Predicted THz-wave absorption properties observed in all-inorganic perovskite CsPbI₃ thin films: Integrity at the grain boundary

The realization of terahertz (THz) detectors using organic-inorganic hybrid perovskite (OHP) materials presents a challenge because of the high real conductivities and broad THz absorption spectra required. The control of phonon vibration modes in OHPs depends on the control of defect states such as the defect-incorporated perovskite structure and the δ/α-mixed interfacial structure observed in MAPbI₃ and δ/α-mixed FAPbI₃, respectively. Difficulties with defect control in particular materials may amplify relative risk factors and invite strong resistance to commercialization. As an alternative to OHPs, the all-inorganic perovskite material CsPbI₃ (lacking the hydrophobic organic cations that generate structural defects) constitutes a good candidate for THz detectors. We investigated the phonon vibration modes of thin films of the all-inorganic perovskite γ-CsPbI₃ containing no atomic or chemical defect states.

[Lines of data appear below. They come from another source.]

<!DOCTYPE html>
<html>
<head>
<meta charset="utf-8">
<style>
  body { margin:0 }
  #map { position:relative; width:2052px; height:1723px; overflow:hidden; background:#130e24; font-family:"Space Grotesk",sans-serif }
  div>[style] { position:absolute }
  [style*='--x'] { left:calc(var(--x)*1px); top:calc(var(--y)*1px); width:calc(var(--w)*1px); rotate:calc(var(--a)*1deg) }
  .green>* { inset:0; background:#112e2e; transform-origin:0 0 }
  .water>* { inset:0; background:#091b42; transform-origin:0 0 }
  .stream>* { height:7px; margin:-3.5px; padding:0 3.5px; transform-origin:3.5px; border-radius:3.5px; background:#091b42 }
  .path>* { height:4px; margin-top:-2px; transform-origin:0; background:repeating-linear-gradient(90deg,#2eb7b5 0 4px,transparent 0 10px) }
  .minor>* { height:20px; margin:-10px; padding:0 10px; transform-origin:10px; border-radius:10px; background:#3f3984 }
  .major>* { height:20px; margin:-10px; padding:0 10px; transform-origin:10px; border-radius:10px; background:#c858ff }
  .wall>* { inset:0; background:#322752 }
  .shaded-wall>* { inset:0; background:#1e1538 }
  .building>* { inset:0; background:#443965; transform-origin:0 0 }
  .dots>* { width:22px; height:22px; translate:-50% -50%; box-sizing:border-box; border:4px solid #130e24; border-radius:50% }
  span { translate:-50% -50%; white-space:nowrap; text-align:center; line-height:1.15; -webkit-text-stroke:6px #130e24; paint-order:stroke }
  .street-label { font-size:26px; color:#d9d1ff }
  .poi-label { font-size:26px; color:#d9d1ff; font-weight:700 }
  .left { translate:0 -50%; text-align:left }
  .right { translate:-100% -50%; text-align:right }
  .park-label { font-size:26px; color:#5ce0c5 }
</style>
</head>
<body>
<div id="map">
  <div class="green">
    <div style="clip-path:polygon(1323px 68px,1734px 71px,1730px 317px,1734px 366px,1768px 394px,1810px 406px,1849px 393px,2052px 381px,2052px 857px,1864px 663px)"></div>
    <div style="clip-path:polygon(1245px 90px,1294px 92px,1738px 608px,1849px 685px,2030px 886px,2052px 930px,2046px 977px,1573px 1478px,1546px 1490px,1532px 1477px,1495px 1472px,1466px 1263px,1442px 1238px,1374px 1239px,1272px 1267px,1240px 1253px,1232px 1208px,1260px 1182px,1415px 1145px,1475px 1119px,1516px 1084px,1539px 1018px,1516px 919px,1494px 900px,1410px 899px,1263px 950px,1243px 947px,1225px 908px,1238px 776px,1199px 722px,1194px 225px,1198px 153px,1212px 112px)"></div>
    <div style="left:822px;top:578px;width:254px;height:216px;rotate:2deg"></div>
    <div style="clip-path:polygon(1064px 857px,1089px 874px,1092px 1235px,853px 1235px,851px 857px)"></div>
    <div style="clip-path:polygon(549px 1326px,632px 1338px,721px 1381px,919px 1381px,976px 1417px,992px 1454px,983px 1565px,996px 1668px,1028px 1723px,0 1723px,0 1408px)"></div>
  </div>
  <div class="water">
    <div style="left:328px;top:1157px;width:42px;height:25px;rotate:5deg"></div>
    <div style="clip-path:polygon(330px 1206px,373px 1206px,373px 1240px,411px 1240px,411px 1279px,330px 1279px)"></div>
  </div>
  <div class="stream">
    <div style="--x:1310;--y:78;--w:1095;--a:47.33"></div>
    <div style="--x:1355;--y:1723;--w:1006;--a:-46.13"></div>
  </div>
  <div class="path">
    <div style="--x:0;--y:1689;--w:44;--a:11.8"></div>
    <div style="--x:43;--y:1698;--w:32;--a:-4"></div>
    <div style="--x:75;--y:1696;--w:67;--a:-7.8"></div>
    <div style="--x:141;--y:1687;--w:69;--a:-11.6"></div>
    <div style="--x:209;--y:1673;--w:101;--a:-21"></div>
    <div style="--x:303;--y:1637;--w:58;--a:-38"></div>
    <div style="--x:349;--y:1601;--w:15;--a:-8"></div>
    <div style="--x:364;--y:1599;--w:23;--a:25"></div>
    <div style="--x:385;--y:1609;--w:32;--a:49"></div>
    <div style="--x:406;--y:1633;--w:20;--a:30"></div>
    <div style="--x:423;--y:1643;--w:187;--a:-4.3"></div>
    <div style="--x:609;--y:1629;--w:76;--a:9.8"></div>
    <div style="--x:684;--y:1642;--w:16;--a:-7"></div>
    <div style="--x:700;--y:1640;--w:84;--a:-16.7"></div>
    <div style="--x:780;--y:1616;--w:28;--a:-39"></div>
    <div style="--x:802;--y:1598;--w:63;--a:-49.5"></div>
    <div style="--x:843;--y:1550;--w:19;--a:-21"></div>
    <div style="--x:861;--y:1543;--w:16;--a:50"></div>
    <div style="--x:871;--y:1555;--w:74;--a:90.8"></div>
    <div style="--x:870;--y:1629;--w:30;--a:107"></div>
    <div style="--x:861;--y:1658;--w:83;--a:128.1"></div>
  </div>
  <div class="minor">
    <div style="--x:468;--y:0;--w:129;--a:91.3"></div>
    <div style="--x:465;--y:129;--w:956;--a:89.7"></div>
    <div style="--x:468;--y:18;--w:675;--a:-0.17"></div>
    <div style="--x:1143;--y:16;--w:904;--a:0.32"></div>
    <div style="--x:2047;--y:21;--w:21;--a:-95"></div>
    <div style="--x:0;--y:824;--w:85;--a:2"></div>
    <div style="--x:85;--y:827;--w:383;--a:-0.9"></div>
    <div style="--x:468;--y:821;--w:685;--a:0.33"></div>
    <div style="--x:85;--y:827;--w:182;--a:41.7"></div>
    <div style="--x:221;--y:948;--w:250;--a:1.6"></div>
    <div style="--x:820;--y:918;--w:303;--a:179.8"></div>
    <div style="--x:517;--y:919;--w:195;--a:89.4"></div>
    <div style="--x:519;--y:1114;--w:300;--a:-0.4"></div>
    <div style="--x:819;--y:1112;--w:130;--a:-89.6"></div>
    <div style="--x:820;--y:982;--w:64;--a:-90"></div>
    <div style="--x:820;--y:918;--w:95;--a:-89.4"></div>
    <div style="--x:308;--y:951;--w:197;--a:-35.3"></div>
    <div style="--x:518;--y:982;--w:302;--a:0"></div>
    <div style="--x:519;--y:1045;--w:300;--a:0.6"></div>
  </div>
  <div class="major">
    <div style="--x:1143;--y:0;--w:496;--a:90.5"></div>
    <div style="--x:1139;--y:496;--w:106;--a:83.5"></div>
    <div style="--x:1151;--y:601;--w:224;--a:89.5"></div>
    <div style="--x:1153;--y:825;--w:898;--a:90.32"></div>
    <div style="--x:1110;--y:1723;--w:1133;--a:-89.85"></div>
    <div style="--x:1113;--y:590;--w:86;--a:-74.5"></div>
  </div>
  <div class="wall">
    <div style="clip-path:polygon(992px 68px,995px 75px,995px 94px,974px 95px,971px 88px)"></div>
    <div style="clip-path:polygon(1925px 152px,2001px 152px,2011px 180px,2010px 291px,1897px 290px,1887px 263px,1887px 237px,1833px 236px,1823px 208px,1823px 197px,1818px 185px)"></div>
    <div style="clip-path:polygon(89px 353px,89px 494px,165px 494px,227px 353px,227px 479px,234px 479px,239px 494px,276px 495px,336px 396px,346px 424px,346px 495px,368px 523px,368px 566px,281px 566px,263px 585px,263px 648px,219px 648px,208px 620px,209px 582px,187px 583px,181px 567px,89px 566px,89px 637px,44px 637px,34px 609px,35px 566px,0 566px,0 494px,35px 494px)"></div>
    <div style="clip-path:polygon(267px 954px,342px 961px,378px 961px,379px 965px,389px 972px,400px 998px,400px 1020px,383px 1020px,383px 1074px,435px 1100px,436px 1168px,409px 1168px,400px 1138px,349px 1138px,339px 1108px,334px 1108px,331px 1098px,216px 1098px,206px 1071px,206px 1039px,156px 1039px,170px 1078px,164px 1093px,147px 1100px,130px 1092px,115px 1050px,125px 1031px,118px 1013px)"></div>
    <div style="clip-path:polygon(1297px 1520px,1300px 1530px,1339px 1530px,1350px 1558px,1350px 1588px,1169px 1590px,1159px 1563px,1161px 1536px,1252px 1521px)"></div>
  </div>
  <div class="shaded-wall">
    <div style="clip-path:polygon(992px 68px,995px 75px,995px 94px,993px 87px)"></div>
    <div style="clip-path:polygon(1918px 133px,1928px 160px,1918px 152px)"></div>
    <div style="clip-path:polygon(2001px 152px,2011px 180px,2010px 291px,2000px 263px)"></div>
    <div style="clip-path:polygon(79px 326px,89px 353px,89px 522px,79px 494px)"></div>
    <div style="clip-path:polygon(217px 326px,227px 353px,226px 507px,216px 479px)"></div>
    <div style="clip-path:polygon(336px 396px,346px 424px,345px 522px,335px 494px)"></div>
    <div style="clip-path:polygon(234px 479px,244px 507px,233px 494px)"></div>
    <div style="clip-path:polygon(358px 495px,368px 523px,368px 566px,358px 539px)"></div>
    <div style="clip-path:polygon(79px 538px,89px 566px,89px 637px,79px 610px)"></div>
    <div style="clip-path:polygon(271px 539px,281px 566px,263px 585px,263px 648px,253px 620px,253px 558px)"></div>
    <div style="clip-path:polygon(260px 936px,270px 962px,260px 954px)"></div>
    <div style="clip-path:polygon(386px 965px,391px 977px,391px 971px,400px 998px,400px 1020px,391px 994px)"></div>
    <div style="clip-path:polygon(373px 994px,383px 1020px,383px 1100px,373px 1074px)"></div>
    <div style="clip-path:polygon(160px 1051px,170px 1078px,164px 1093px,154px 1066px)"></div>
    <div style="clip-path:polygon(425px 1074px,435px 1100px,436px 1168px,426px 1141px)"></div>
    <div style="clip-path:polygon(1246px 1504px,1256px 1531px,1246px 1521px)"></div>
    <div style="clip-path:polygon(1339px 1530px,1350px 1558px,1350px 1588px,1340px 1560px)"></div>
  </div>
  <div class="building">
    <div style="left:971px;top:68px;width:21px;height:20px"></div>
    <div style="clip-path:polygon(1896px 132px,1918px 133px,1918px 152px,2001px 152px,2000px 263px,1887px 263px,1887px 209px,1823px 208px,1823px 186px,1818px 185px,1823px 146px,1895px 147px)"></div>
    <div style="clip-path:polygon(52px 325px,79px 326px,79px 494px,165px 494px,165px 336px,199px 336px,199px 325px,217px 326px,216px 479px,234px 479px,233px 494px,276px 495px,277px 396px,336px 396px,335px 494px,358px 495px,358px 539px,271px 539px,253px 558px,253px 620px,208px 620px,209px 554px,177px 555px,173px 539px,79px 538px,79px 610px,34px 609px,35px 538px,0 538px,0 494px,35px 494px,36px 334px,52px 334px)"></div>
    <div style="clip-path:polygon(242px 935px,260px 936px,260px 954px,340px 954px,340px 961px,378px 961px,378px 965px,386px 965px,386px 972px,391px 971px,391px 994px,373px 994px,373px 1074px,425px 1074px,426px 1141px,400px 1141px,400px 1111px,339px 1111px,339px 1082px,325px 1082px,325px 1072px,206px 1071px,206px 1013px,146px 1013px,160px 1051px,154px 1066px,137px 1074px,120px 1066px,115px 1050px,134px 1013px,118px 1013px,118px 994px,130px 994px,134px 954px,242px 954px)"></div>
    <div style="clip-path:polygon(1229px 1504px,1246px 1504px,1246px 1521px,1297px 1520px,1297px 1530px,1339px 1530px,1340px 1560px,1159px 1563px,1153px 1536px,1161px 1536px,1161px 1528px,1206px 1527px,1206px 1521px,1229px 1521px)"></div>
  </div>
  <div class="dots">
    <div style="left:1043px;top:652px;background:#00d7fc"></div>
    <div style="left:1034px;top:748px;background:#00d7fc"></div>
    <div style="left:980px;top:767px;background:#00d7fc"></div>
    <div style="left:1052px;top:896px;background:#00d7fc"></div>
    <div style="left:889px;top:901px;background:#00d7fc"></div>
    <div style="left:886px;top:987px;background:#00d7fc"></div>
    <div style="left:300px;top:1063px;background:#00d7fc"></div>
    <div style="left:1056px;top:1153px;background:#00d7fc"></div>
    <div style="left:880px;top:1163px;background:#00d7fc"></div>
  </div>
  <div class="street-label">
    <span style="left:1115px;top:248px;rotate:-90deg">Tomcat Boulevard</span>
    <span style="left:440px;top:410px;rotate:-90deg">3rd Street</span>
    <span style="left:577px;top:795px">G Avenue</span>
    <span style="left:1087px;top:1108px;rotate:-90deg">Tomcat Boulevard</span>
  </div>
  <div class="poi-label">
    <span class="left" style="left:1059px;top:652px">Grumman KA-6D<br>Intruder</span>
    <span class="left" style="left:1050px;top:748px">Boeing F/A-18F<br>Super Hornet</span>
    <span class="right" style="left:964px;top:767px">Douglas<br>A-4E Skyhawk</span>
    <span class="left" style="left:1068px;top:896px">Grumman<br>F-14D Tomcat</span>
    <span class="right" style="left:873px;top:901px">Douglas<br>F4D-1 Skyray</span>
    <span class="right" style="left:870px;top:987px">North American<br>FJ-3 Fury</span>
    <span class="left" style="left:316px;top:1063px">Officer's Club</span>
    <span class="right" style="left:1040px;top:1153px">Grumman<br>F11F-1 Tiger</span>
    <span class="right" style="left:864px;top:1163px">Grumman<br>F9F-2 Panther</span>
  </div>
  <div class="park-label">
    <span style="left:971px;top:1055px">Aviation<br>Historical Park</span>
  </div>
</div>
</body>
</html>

We observed the three expected major phonon vibration modes at 0.9, 1.5, and 1.8 THz that originate from the transverse I–Pb–I frame, the Cs–I–Cs optical vibration, and the longitudinal I–Pb–I frame, respectively, finding good agreement with theoretical simulations. Significantly, the real conductivity of these all-inorganic perovskite thin films ranged from approximately 10–40 S/cm across a broad frequency range of 0.5–3.0 THz, demonstrating the material's considerable potential for application as a THz-band detector.